HSBC operates in Iraq through a 70 percent holding in Dar Es Salaam Investment Bank.
The lender's presence in Iraq has been the subject of speculation in recent months.
It had been due to be a bookrunner on a 886-million-pound initial share sale of telecom firm Asiacell TASC.ISX but its name was absence from the deal when it took place in January.
Iraq's security and political situation has put off many international banks, although some Middle Eastern lenders have operations there, including Abu Dhabi Islamic Bank ADIB.AD and Qatar National Bank QNBK.QA.
Its banking sector is also dominated by two state-owned lenders - Rafidian and Rashid.
BUMPS IN THE ROAD
HSBC is in the last year of a three-year restructuring plan under Chief Executive Stuart Gulliver. It has closed or sold 47 businesses and cut 38,000 jobs around the world in an attempt to reduce costs and improve profitability.
Cooper said that Egypt was experiencing a number of "bumps in the road" as it transitioned to democracy but that the bank was continuing to invest in the country, pointing to a couple of branch openings in the first quarter of 2013.
Egypt's central bank introduced foreign exchange auctions at the end of December as part of efforts to stave off a currency crisis triggered by a run on the pound, which has lost around a tenth of its value this year.

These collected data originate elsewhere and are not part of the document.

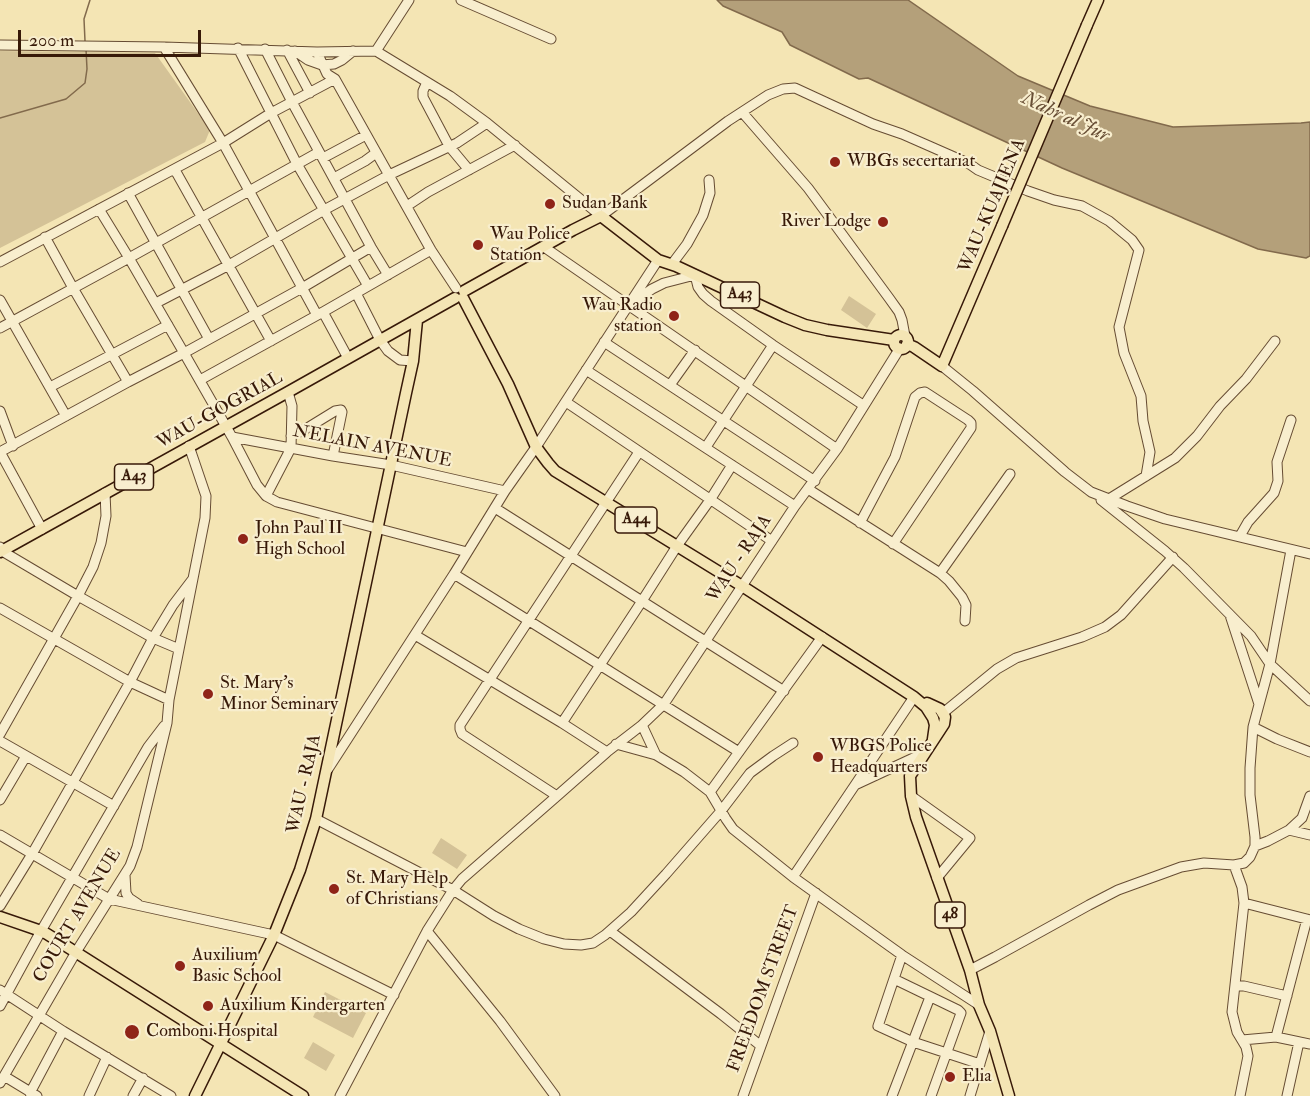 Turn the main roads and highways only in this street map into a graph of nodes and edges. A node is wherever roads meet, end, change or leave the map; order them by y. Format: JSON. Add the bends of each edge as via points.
{"nodes":[{"id":1,"x":1098,"y":0,"type":"edge"},
{"id":2,"x":459,"y":294,"type":"junction"},
{"id":3,"x":417,"y":320,"type":"junction"},
{"id":4,"x":902,"y":342,"type":"joint"},
{"id":5,"x":1,"y":550,"type":"edge"},
{"id":6,"x":926,"y":707,"type":"junction"},
{"id":7,"x":933,"y":739,"type":"junction"},
{"id":8,"x":0,"y":917,"type":"edge"},
{"id":9,"x":220,"y":1043,"type":"junction"},
{"id":10,"x":195,"y":1096,"type":"edge"},
{"id":11,"x":303,"y":1096,"type":"edge"},
{"id":12,"x":1009,"y":1096,"type":"edge"}],
"edges":[{"from":1,"to":4,"type":"main road","name":"WAU-KUAJIENA","number":"A43","bridge":true,"via":[[942,366]]},
{"from":2,"to":3,"type":"main road","name":"WAU-GOGRIAL","number":"A43"},
{"from":2,"to":4,"type":"main road","name":"WAU-GOGRIAL","number":"A43","via":[[601,216],[658,260],[805,325]]},
{"from":2,"to":6,"type":"main road","number":"A44","via":[[508,384],[536,447],[555,471],[742,586]]},
{"from":3,"to":5,"type":"main road","name":"WAU-GOGRIAL","number":"A43"},
{"from":3,"to":9,"type":"main road","name":"WAU - RAJA","via":[[413,361],[316,819],[274,935]]},
{"from":6,"to":7,"type":"main road","via":[[935,725]]},
{"from":6,"to":7,"type":"main road","number":"A44","via":[[927,703],[943,713],[944,724]]},
{"from":7,"to":12,"type":"main road","number":"48","via":[[910,776],[910,796]]},
{"from":8,"to":9,"type":"main road","via":[[41,931]]},
{"from":9,"to":10,"type":"main road","name":"WAU - RAJA"},
{"from":9,"to":11,"type":"main road"}]} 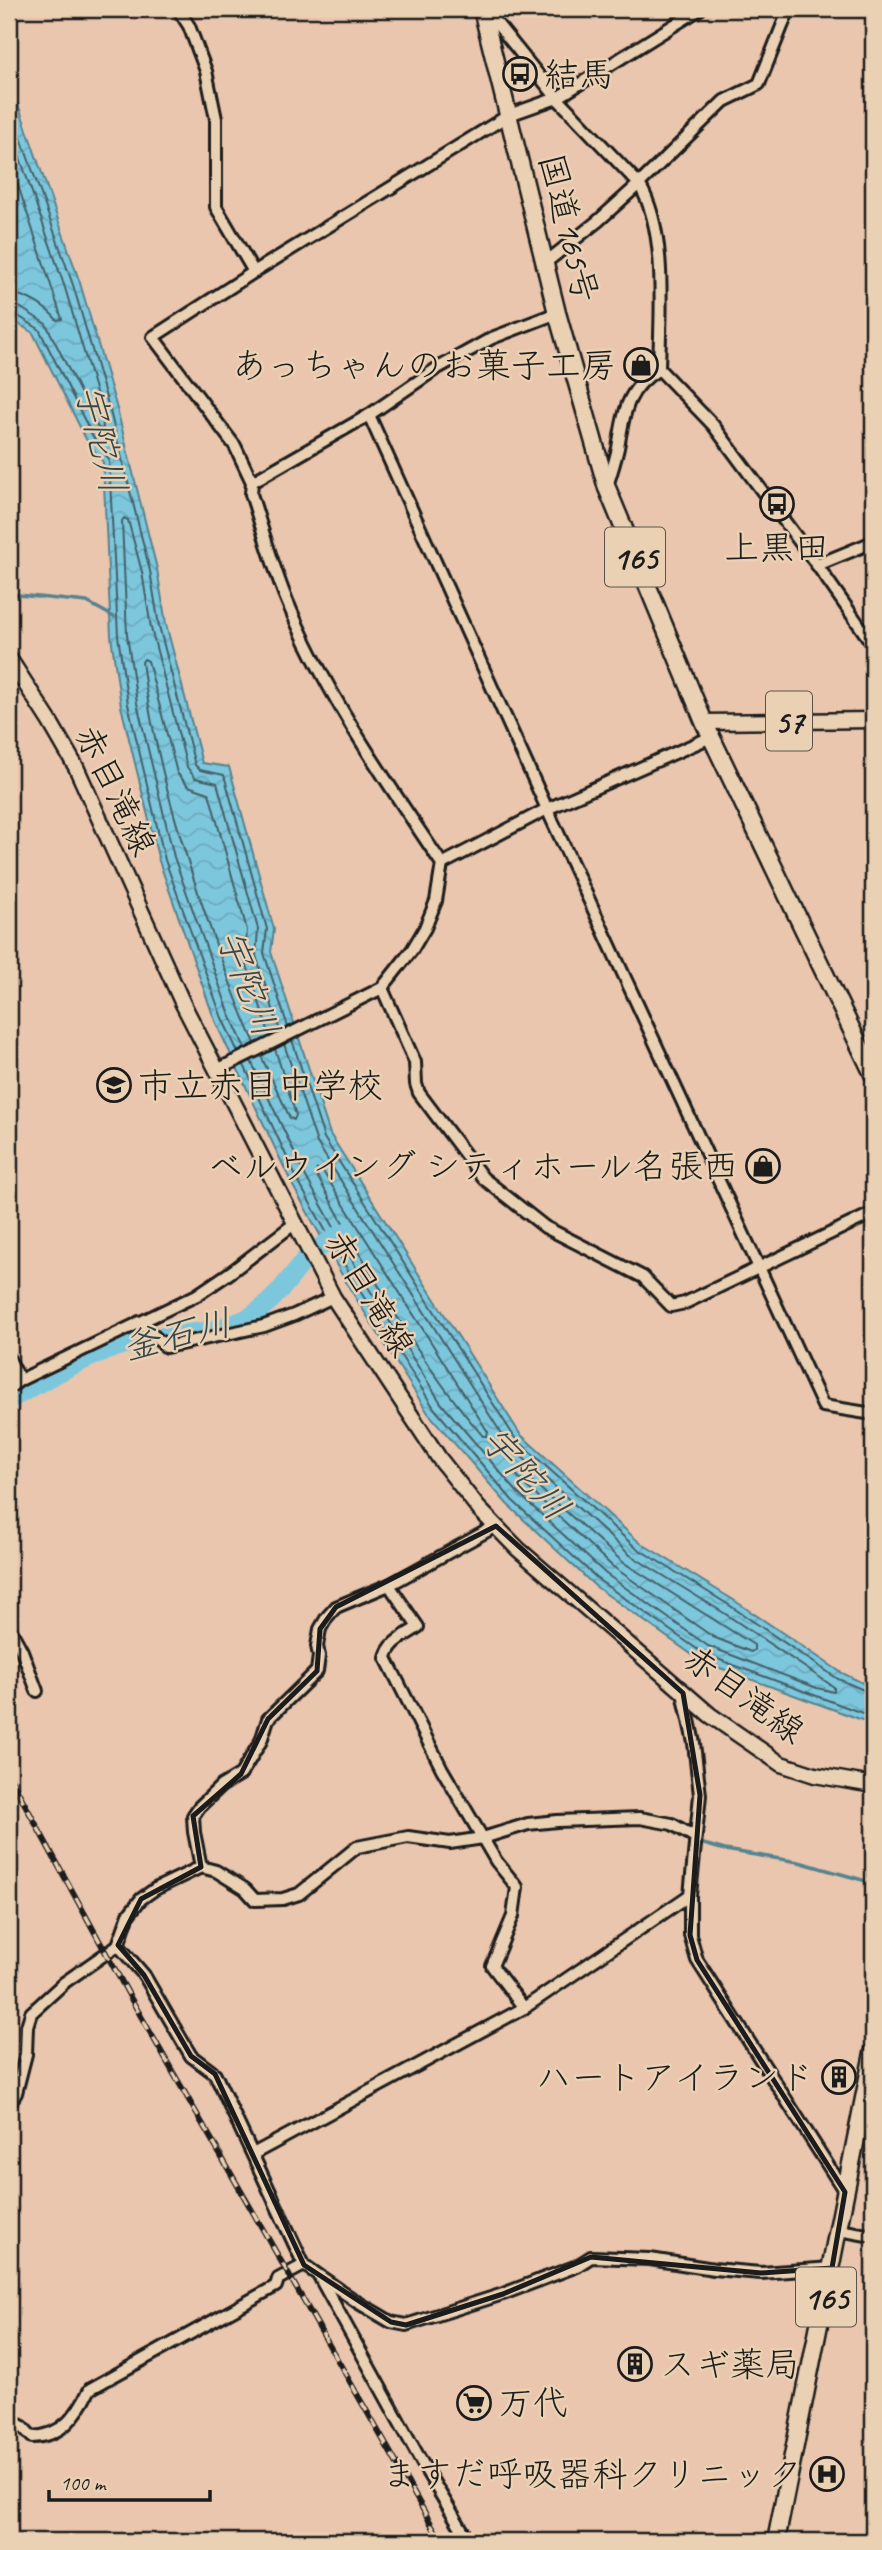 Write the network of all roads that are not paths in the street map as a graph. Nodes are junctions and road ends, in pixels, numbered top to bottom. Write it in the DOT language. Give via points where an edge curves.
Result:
graph roads {
  1 [pos="178,9"];
  2 [pos="484,9"];
  3 [pos="700,9"];
  4 [pos="789,9"];
  5 [pos="557,98"];
  6 [pos="509,115"];
  7 [pos="639,184"];
  8 [pos="545,263"];
  9 [pos="254,272"];
  10 [pos="556,313"];
  11 [pos="659,369"];
  12 [pos="369,415"];
  13 [pos="252,482"];
  14 [pos="607,488"];
  15 [pos="873,542"];
  16 [pos="817,565"];
  17 [pos="873,645"];
  18 [pos="9,658"];
  19 [pos="873,719"];
  20 [pos="708,729"];
  21 [pos="547,809"];
  22 [pos="442,864"];
  23 [pos="382,988"];
  24 [pos="220,1069"];
  25 [pos="873,1074"];
  26 [pos="873,1213"];
  27 [pos="294,1224"];
  28 [pos="760,1265"];
  29 [pos="333,1297"];
  30 [pos="139,1322"];
  31 [pos="9,1359"];
  32 [pos="20,1380"];
  33 [pos="9,1388"];
  34 [pos="873,1413"];
  35 [pos="496,1526"];
  36 [pos="389,1585"];
  37 [pos="9,1627"];
  38 [pos="37,1691"];
  39 [pos="683,1693"];
  40 [pos="873,1785"];
  41 [pos="695,1837"];
  42 [pos="483,1839"];
  43 [pos="201,1867"];
  44 [pos="690,1895"];
  45 [pos="118,1945"];
  46 [pos="524,2008"];
  47 [pos="873,2053"];
  48 [pos="9,2105"];
  49 [pos="253,2154"];
  50 [pos="845,2193"];
  51 [pos="839,2230"];
  52 [pos="871,2237"];
  53 [pos="304,2265"];
  54 [pos="832,2267"];
  55 [pos="320,2277"];
  56 [pos="9,2420"];
  57 [pos="469,2541"];
  58 [pos="776,2541"];
  1 -- 9 [label="street" via="206,72 216,119 216,207"];
  2 -- 5 [label="street"];
  2 -- 6 [label="highway, 国道165号 / 165"];
  3 -- 5 [label="street"];
  4 -- 7 [label="street" via="759,83 724,101"];
  5 -- 6 [label="street"];
  5 -- 7 [label="street"];
  6 -- 8 [label="highway, 国道165号 / 165"];
  6 -- 9 [label="street"];
  7 -- 8 [label="street"];
  7 -- 11 [label="street" via="649,200 660,279"];
  8 -- 10 [label="highway, 国道165号 / 165"];
  9 -- 13 [label="street" via="153,337 235,446"];
  10 -- 12 [label="street" via="492,338"];
  10 -- 14 [label="highway, 国道165号 / 165"];
  11 -- 14 [label="street" via="643,379 623,412"];
  11 -- 16 [label="street" via="713,425"];
  12 -- 13 [label="street"];
  12 -- 21 [label="street"];
  13 -- 22 [label="street" via="251,495 285,595 310,650 361,742"];
  14 -- 20 [label="highway, 国道165号 / 165"];
  15 -- 16 [label="street"];
  16 -- 17 [label="street"];
  18 -- 24 [label="main road, 赤目滝線" via="76,767 183,1004"];
  19 -- 20 [label="main road, 57"];
  20 -- 21 [label="street"];
  20 -- 25 [label="highway, 国道165号 / 165"];
  21 -- 22 [label="street"];
  21 -- 28 [label="street"];
  22 -- 23 [label="street" via="436,901 425,928"];
  23 -- 24 [label="street"];
  23 -- 28 [label="street" via="415,1062 419,1093 483,1178 545,1227 643,1277 671,1306"];
  24 -- 27 [label="main road, 赤目滝線"];
  26 -- 28 [label="street"];
  27 -- 29 [label="main road, 赤目滝線"];
  27 -- 30 [label="street" via="197,1295"];
  28 -- 34 [label="street" via="823,1406"];
  29 -- 30 [label="street" via="264,1326 166,1347"];
  29 -- 35 [label="main road, 赤目滝線" via="439,1458"];
  30 -- 32 [label="street"];
  31 -- 32 [label="street"];
  32 -- 33 [label="street"];
  35 -- 36 [label="street"];
  35 -- 39 [label="main road, 赤目滝線"];
  36 -- 42 [label="street" via="418,1627 394,1642 386,1658"];
  36 -- 43 [label="street" via="336,1606 320,1629 317,1671 268,1719 241,1774 199,1807 193,1816"];
  37 -- 38 [label="street"];
  39 -- 40 [label="main road, 赤目滝線" via="781,1765"];
  39 -- 41 [label="street" via="700,1794"];
  41 -- 42 [label="street" via="672,1824 640,1818 538,1823"];
  41 -- 44 [label="street"];
  42 -- 43 [label="street" via="450,1843 408,1838 357,1847 299,1894 283,1899 255,1900 216,1871"];
  42 -- 46 [label="street" via="517,1887 513,1916 492,1966"];
  43 -- 45 [label="street" via="141,1899 129,1914"];
  44 -- 46 [label="street"];
  44 -- 50 [label="street" via="690,1935 697,1960"];
  45 -- 48 [label="street" via="31,2013 26,2054"];
  45 -- 49 [label="street" via="144,1975 191,2056 215,2074"];
  46 -- 49 [label="street"];
  47 -- 50 [label="highway, 165"];
  49 -- 53 [label="street"];
  50 -- 51 [label="highway, 165"];
  51 -- 52 [label="street"];
  51 -- 54 [label="highway, 165"];
  53 -- 55 [label="street"];
  53 -- 56 [label="street" via="278,2279 276,2286 90,2389 80,2408 54,2434 32,2437"];
  54 -- 55 [label="street" via="761,2273 650,2259 591,2257 516,2289 406,2325 391,2322"];
  54 -- 58 [label="highway, 165"];
  55 -- 57 [label="street"];
} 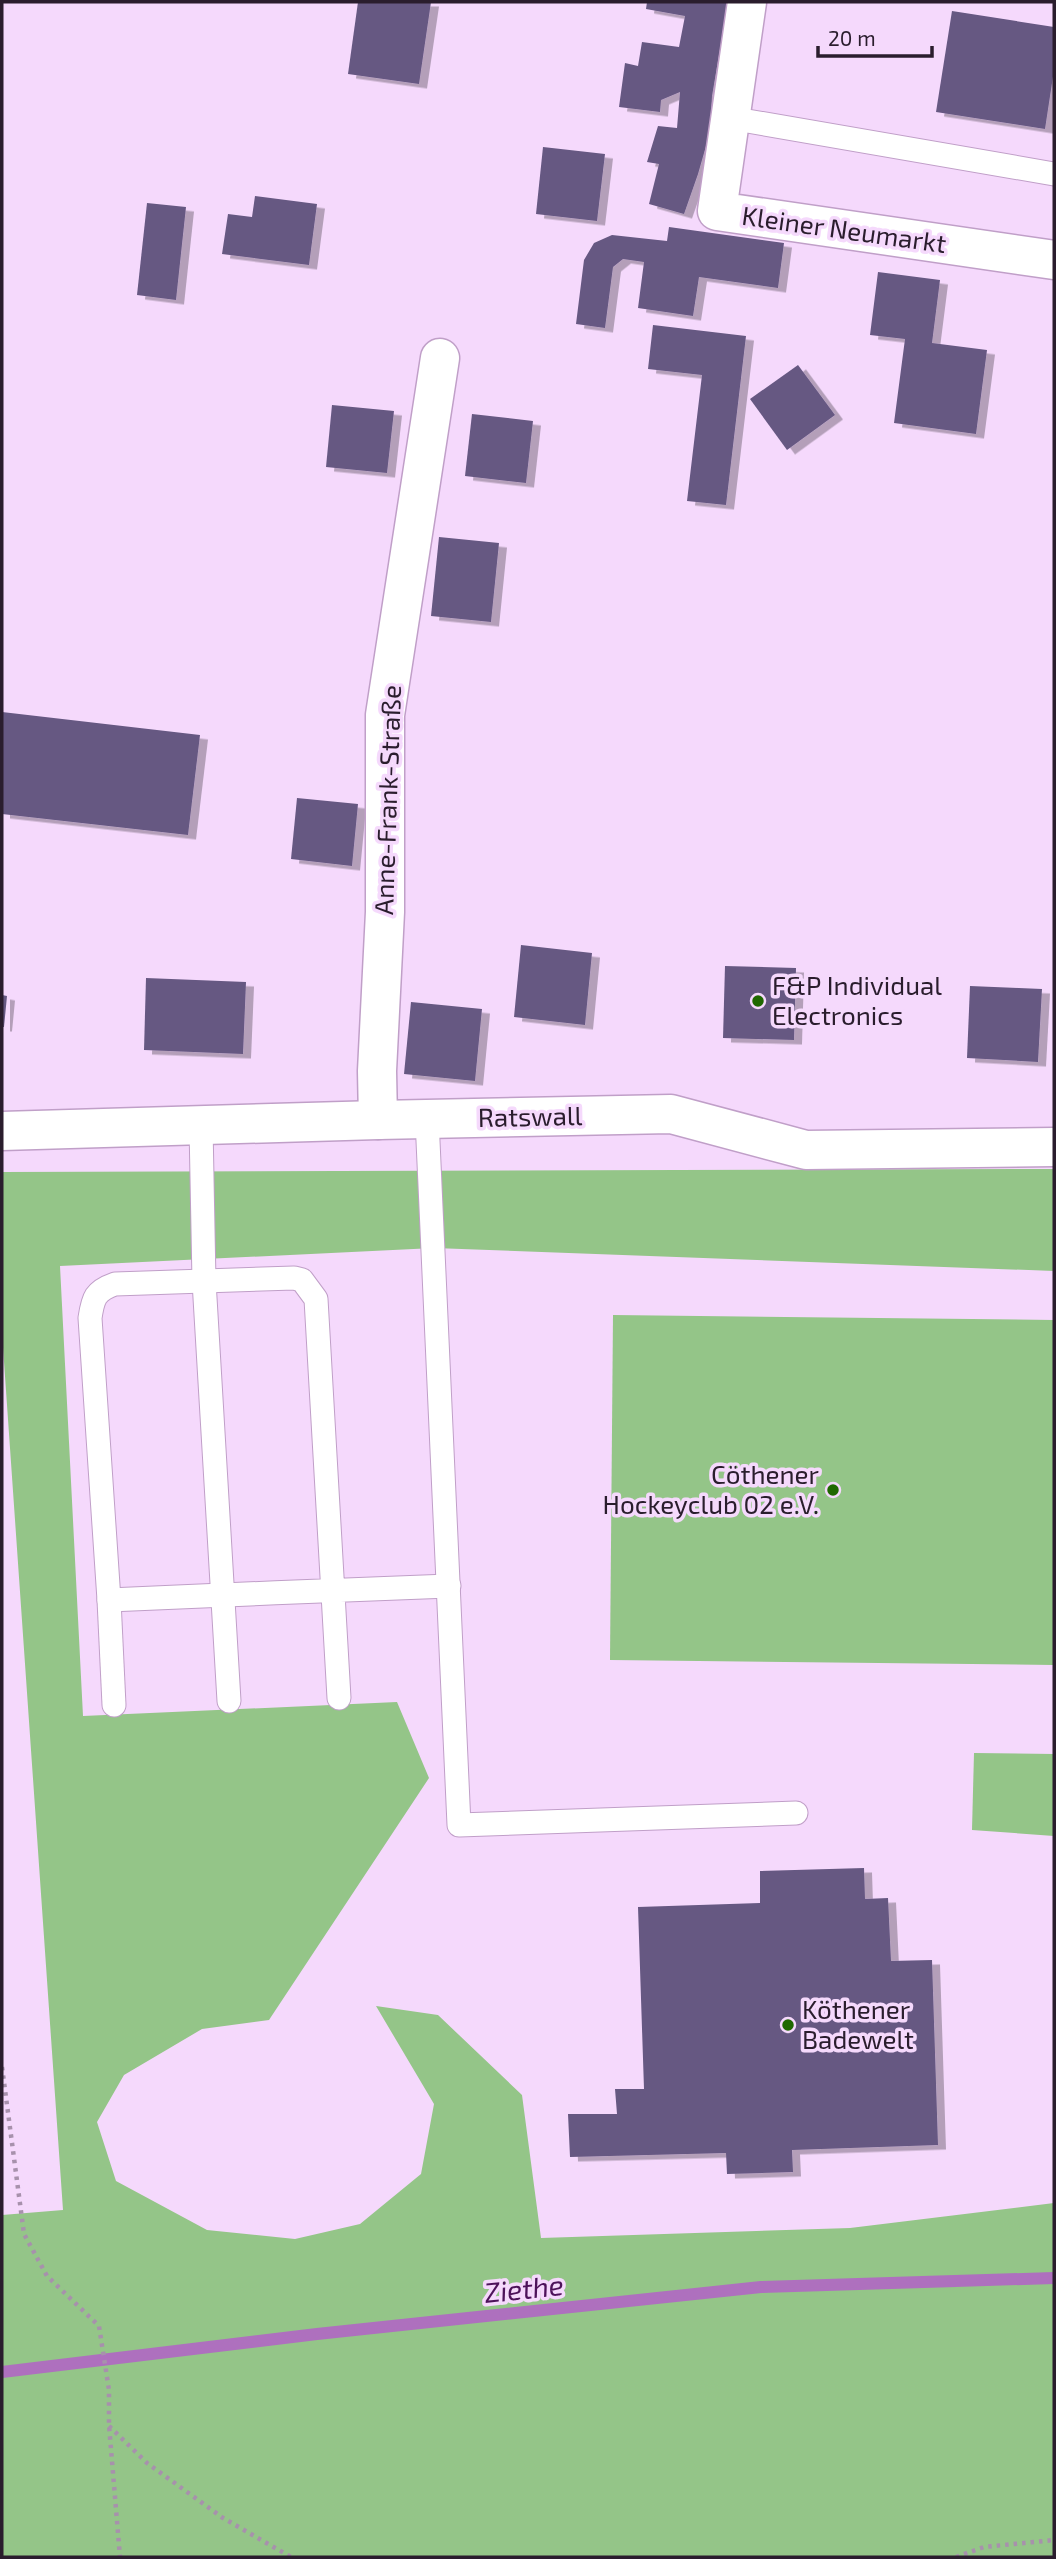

Meanwhile, 12 days of talks between the IMF and the government ended last week without an agreement on a much-delayed $4.8 billion loan needed to ease a deepening economic crisis.
Cooper said the bank had no plans to begin operations in Morocco or Tunisia in the short or medium term, while its Libya business would remain at a representative office level for the time being.
The bank's regional priorities remain Saudi Arabia, the United Arab Emirates, Qatar and Oman because of favourable economic conditions and high levels of planned infrastructure spending, Cooper said.